ValueError: Shapes are not compatible when training transition model after autoencoder trained

chqsark commented 8 years ago

Hi,

I trained the autoencoder successfully. However, when I was doing followup steps in training the transition model, I had the problem below.

Thanks a lot for any help!

BTW, I didn't change any code.

chqsark commented 8 years ago

can someone take a look? thanks!

lxgen commented 8 years ago

Have you solved the problem? I have the same problem as you.

EderSantana commented 8 years ago

this is weird, see that you have two outputs with shape (?, 64, 512) and (9, 2, 512). They should be (64, 5, 512) and (64, 9, 512). But K.rnn is messing the shapes up. I'll check what is going on.
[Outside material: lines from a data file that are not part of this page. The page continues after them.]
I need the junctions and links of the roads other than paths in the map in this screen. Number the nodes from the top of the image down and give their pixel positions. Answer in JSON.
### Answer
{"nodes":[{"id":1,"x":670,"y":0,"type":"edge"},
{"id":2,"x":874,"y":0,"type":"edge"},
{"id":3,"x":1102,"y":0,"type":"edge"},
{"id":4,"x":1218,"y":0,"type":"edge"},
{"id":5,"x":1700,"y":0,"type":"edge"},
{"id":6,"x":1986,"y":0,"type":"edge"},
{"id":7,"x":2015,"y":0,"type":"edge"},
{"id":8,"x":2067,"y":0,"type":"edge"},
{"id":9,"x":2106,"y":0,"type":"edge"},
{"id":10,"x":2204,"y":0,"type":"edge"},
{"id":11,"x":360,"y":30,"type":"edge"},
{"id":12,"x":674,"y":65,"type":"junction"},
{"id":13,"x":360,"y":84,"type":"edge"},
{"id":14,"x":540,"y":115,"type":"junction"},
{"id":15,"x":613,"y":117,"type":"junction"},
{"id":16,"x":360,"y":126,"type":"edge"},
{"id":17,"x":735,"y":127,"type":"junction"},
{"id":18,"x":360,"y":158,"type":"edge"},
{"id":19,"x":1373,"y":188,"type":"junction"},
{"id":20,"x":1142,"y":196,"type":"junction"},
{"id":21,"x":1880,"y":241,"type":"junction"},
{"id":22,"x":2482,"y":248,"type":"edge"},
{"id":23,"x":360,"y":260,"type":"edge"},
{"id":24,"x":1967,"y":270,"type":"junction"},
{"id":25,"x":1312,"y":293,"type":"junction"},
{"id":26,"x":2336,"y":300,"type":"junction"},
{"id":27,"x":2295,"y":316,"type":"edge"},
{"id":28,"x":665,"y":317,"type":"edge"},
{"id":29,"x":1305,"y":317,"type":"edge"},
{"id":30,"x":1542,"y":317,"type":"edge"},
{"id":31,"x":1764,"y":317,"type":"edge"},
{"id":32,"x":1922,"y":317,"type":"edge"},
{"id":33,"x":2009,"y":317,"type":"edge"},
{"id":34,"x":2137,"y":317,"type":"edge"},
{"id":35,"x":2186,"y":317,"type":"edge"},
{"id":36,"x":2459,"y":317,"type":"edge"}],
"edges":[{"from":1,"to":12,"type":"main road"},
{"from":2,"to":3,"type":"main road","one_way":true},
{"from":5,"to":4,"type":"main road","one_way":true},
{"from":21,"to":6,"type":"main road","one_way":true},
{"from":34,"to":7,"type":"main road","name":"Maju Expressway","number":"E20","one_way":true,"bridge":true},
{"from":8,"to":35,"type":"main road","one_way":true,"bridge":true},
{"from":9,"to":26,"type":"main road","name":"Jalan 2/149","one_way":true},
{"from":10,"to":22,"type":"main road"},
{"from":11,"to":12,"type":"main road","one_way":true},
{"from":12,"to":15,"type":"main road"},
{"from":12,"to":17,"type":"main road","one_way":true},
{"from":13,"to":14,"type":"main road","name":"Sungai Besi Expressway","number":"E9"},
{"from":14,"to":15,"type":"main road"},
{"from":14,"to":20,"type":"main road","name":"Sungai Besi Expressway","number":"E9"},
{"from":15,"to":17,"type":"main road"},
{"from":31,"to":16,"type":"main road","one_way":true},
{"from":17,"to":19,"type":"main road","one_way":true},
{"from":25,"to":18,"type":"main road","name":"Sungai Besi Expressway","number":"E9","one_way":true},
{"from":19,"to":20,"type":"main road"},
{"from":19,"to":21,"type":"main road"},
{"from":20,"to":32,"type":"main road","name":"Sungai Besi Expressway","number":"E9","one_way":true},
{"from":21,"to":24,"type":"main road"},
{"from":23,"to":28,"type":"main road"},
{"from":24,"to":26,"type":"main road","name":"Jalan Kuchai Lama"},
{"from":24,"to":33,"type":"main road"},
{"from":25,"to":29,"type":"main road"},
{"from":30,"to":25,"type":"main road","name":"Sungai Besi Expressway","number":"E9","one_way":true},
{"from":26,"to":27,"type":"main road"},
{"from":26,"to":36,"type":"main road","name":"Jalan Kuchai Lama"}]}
In case you want to investigate as well, here is where the bug should be happening https://github.com/commaai/research/blob/master/models/layers.py#L359-L374

What is your keras version by the way?

EderSantana commented 8 years ago

So, for the now the only place that I see could be cause this problem is the consume_less RNN parameter in Keras. Try changing https://github.com/commaai/research/blob/master/models/transition.py#L41-L42 to:

model.add(DreamyRNN(output_dim=z_dim, output_length=out_leng-1, return_sequences=True,
                    activation="tanh", consume_less="not_cpu", batch_input_shape=(batch_size, time, z_dim)))

Unfortunately I can't reproduce your bug right now. But I'll give you more information as soon as I get an opportunity.

chqsark commented 8 years ago

@EderSantana Thanks a lot for the response. I've tried keras 1.0.6 and 1.0.8, tensorflow 0.9, and 0.10. All gave the same error. I still got the error after changing transition.py as you suggested.

I realized that comma.ai has a fork of keras. Should I use that instead of the original one? Or any specific branch of keras?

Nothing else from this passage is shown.